Nossa sociedade percebe sucesso de umas formas bem estúpidas, na minha opinião. Daí esse mar de frustração existencial que a gente vê à nossa volta.

Por exemplo:

Minha mãe queria ser pianista, é engenheira.
Minha irmã queria se estilista, é antropóloga.
Meu irmão queria ser músico, é advogado.
Eu queria ser escritora, sou administradora.

Tem como ser feliz?

Não tem.

(Aí vem aquele povo do "segunda não é ruim, seu trabalho que é uma bosta" e quem foi que disse o contrário, more?)

Mas a sociedade tenta me convencer de que eu sou um sucesso, porque eu consegui algumas coisas na minha vida, tipo: passar em um concurso com 180 candidatos por vaga (eu passei em 3, mas só trabalho em um lugar, né?), por conseguir me comunicar na minha própria língua (OITO PORCENTO da população!) e em mais uma fluentemente em mais umas 5 se minha vida depender disso, por ter uma casa em uma boa vizinhança (e eu não estou falando aqui da casa dos meus pais, já que a casa tá no meu nome também), por ter acesso à saúde e educação, por fazer parte de um seleto grupo de estudantes de pós graduação em engenharia, em uma universidade federal e por aí vai.

GRANDES BOSTA.

Isso aí traz realização e felicidade? Pra minha pessoa: não.
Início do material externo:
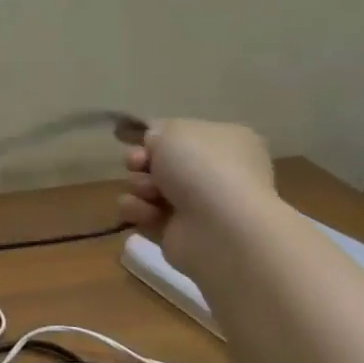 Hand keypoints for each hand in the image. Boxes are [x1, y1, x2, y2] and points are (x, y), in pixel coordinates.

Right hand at [119, 119, 281, 273]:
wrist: (219, 227)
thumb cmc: (202, 167)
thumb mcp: (174, 130)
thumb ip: (157, 130)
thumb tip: (153, 145)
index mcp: (225, 142)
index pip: (181, 135)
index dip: (156, 137)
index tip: (143, 141)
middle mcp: (213, 173)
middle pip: (159, 162)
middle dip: (141, 162)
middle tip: (138, 165)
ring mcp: (196, 205)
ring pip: (146, 187)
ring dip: (138, 186)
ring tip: (150, 193)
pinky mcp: (176, 232)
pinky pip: (142, 214)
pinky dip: (138, 211)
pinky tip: (148, 214)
Eu tenho coleguinhas que têm um pouco menos do que isso e acham que chegaram no topo da realização existencial e fico bastante feliz por eles, né? Mas, pra mim, isso é o mínimo pra dizer que não estou na terra apenas gastando recursos naturais.
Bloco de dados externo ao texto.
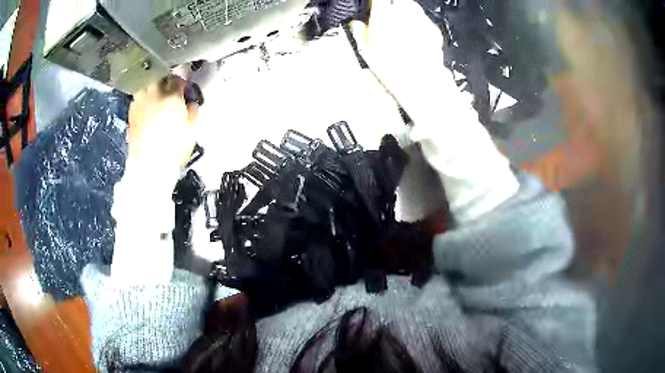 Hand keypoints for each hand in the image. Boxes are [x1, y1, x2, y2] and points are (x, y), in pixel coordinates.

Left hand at [127, 75, 199, 169]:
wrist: (149, 165)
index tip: (185, 89)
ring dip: (151, 87)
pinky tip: (146, 107)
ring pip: (145, 85)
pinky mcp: (130, 114)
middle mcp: (153, 94)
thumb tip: (190, 103)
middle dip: (165, 81)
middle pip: (159, 77)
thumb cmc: (173, 147)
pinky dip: (142, 99)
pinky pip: (137, 99)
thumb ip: (193, 110)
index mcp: (171, 96)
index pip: (178, 80)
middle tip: (169, 88)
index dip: (182, 84)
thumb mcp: (192, 129)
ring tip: (155, 95)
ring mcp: (139, 103)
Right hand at [350, 0, 450, 114]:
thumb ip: (358, 30)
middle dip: (391, 5)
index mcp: (384, 14)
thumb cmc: (391, 68)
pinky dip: (418, 23)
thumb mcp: (365, 50)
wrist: (420, 82)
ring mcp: (421, 19)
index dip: (376, 2)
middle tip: (387, 16)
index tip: (374, 5)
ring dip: (405, 12)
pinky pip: (423, 19)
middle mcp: (404, 12)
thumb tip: (355, 22)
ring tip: (400, 27)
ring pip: (411, 6)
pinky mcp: (433, 29)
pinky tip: (413, 37)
Por exemplo: eu sempre soube que queria fazer alguma coisa artística na minha vida. Eu me virava com o piano desde bebê, praticamente. Sempre tive máquinas fotográficas, sempre gostei de desenhar, pintar, escrever. Por um tempo, eu tentei ser atleta e ganhei todas as medalhas de todas as competições que eu participei, qualquer que fosse o esporte, em grupo ou individual. Mas tacaram um teste vocacional na minha cabeça e uma das ~aptidões~ era engenharia. Talvez isso tenha sido influenciado pela escola que eu estudava, em que tentavam transformar a gente em mini engenheiros desde antes da oitava série. Tenho culpa que também sou boa em matemática? Não tenho.

Mas a sociedade me fez pagar.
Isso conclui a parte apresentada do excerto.